What you are asked to do >> In the material below, find every line containing the string "path" and return it.

>>>

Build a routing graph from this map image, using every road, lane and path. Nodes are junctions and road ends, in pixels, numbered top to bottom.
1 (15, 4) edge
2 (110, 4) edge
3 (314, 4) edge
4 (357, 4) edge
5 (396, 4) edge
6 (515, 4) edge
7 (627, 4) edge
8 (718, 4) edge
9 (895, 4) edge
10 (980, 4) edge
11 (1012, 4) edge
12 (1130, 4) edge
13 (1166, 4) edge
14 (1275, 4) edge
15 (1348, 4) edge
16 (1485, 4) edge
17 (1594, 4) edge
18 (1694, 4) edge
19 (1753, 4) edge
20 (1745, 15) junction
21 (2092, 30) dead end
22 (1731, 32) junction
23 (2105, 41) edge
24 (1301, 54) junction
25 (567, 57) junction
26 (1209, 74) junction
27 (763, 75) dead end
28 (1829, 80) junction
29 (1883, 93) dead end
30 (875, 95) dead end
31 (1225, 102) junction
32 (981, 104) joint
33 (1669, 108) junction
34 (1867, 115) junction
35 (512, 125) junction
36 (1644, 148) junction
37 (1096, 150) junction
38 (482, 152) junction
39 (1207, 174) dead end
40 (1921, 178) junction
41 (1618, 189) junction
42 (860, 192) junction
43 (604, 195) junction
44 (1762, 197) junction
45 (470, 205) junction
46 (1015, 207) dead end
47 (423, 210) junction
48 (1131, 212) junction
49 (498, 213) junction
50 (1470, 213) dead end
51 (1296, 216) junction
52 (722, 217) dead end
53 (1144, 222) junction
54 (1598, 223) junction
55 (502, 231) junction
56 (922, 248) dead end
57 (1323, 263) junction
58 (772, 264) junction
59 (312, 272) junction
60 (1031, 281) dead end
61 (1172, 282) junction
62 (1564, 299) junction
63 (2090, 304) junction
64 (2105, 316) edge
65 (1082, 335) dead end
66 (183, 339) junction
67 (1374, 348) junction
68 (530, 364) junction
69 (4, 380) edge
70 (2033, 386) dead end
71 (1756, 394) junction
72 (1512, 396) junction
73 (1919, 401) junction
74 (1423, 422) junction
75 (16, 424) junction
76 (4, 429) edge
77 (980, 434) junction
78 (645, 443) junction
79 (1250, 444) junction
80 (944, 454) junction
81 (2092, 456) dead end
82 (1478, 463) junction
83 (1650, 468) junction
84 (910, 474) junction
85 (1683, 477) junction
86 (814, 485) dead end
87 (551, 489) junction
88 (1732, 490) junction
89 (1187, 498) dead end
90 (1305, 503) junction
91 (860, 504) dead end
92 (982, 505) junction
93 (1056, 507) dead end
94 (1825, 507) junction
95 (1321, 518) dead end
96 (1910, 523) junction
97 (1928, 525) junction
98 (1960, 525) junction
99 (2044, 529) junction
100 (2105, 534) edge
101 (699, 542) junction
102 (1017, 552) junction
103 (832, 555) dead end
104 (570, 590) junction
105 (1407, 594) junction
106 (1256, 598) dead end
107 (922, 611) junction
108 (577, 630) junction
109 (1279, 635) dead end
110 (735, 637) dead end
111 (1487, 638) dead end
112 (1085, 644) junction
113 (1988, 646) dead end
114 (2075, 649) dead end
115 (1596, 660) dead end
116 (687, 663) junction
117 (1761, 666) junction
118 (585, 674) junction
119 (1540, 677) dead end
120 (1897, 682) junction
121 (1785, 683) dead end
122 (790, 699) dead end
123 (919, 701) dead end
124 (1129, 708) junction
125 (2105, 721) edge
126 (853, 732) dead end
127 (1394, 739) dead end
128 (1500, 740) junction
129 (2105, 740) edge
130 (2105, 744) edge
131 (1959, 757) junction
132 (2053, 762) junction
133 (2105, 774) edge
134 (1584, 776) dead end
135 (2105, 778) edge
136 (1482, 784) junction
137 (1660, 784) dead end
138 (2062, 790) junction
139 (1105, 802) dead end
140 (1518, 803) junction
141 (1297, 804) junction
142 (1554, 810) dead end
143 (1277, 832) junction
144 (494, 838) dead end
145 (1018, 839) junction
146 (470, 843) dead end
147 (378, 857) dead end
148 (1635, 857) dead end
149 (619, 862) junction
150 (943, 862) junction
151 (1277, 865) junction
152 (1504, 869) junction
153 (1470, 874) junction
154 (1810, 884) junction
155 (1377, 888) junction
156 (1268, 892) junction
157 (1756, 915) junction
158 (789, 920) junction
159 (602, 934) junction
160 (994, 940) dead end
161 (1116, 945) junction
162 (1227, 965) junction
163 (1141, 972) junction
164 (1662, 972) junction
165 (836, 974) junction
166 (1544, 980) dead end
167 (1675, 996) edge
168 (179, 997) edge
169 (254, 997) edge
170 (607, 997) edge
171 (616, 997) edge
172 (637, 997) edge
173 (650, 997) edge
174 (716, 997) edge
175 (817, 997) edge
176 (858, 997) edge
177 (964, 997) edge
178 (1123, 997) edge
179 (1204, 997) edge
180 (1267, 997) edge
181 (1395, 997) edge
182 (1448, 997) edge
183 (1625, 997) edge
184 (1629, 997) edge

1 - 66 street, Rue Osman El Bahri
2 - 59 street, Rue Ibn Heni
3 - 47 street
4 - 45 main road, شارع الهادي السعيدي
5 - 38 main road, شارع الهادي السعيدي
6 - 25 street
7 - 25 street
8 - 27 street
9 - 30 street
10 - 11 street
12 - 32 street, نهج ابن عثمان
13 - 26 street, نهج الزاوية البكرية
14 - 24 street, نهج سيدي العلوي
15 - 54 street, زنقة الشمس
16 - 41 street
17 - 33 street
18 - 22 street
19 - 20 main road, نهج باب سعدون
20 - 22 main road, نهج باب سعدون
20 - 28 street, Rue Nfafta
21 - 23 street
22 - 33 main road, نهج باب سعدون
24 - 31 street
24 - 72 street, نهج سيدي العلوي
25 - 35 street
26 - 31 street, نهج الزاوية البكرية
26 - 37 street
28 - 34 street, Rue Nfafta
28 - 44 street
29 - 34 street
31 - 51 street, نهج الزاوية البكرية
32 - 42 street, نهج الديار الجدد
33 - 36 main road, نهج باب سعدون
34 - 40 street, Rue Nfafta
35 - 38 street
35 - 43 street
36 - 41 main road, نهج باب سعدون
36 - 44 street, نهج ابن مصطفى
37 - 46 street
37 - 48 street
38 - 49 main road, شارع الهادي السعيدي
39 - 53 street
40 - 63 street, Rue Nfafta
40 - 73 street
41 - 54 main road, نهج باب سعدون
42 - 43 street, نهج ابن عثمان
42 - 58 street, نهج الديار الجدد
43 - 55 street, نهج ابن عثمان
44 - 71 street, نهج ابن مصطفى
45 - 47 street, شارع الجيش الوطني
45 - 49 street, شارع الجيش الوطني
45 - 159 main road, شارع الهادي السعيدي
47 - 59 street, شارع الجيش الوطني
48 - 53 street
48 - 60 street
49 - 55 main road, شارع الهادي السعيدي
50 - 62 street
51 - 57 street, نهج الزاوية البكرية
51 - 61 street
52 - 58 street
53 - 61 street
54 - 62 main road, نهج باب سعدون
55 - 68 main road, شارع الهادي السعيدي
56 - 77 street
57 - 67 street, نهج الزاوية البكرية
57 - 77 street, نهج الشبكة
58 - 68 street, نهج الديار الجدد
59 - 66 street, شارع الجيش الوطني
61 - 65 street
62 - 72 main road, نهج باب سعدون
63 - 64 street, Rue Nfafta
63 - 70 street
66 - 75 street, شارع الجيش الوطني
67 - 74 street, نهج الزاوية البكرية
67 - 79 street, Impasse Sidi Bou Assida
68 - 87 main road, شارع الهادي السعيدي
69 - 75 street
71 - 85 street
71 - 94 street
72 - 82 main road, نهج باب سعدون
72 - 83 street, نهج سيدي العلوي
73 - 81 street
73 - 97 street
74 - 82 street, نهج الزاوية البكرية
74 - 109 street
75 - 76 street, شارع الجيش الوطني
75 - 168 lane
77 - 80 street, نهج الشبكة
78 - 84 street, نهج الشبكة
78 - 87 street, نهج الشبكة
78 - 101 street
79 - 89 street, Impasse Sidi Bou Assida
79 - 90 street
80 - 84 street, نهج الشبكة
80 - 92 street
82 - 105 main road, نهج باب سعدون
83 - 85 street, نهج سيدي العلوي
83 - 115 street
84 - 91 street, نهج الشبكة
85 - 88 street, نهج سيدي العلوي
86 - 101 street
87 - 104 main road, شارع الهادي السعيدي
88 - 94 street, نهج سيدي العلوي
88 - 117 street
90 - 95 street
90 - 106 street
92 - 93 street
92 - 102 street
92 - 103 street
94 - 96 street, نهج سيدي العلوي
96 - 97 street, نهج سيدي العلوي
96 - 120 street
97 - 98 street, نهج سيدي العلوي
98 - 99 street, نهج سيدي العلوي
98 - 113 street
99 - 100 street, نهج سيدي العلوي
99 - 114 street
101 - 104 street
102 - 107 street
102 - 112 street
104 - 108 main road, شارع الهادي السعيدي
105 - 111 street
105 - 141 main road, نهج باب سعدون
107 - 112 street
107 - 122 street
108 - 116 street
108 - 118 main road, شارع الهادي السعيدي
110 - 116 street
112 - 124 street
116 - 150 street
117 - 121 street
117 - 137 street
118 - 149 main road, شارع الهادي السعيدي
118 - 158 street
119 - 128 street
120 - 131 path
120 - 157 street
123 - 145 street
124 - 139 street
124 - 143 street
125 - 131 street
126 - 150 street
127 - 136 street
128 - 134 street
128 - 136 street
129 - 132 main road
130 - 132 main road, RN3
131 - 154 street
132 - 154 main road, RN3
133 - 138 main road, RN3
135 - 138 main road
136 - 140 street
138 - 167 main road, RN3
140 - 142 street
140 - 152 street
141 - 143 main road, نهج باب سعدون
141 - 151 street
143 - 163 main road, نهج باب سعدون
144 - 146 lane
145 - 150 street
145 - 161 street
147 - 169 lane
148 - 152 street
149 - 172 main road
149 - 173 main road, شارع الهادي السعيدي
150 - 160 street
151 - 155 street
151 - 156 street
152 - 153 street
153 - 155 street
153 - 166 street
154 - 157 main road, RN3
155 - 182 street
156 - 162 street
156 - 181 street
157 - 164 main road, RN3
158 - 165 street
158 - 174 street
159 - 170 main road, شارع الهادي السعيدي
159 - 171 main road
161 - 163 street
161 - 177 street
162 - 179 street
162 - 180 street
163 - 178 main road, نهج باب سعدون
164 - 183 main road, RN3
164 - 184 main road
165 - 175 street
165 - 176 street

<<<

Task response >>
Build a routing graph from this map image, using every road, lane and path. Nodes are junctions and road ends, in pixels, numbered top to bottom.
120 - 131 path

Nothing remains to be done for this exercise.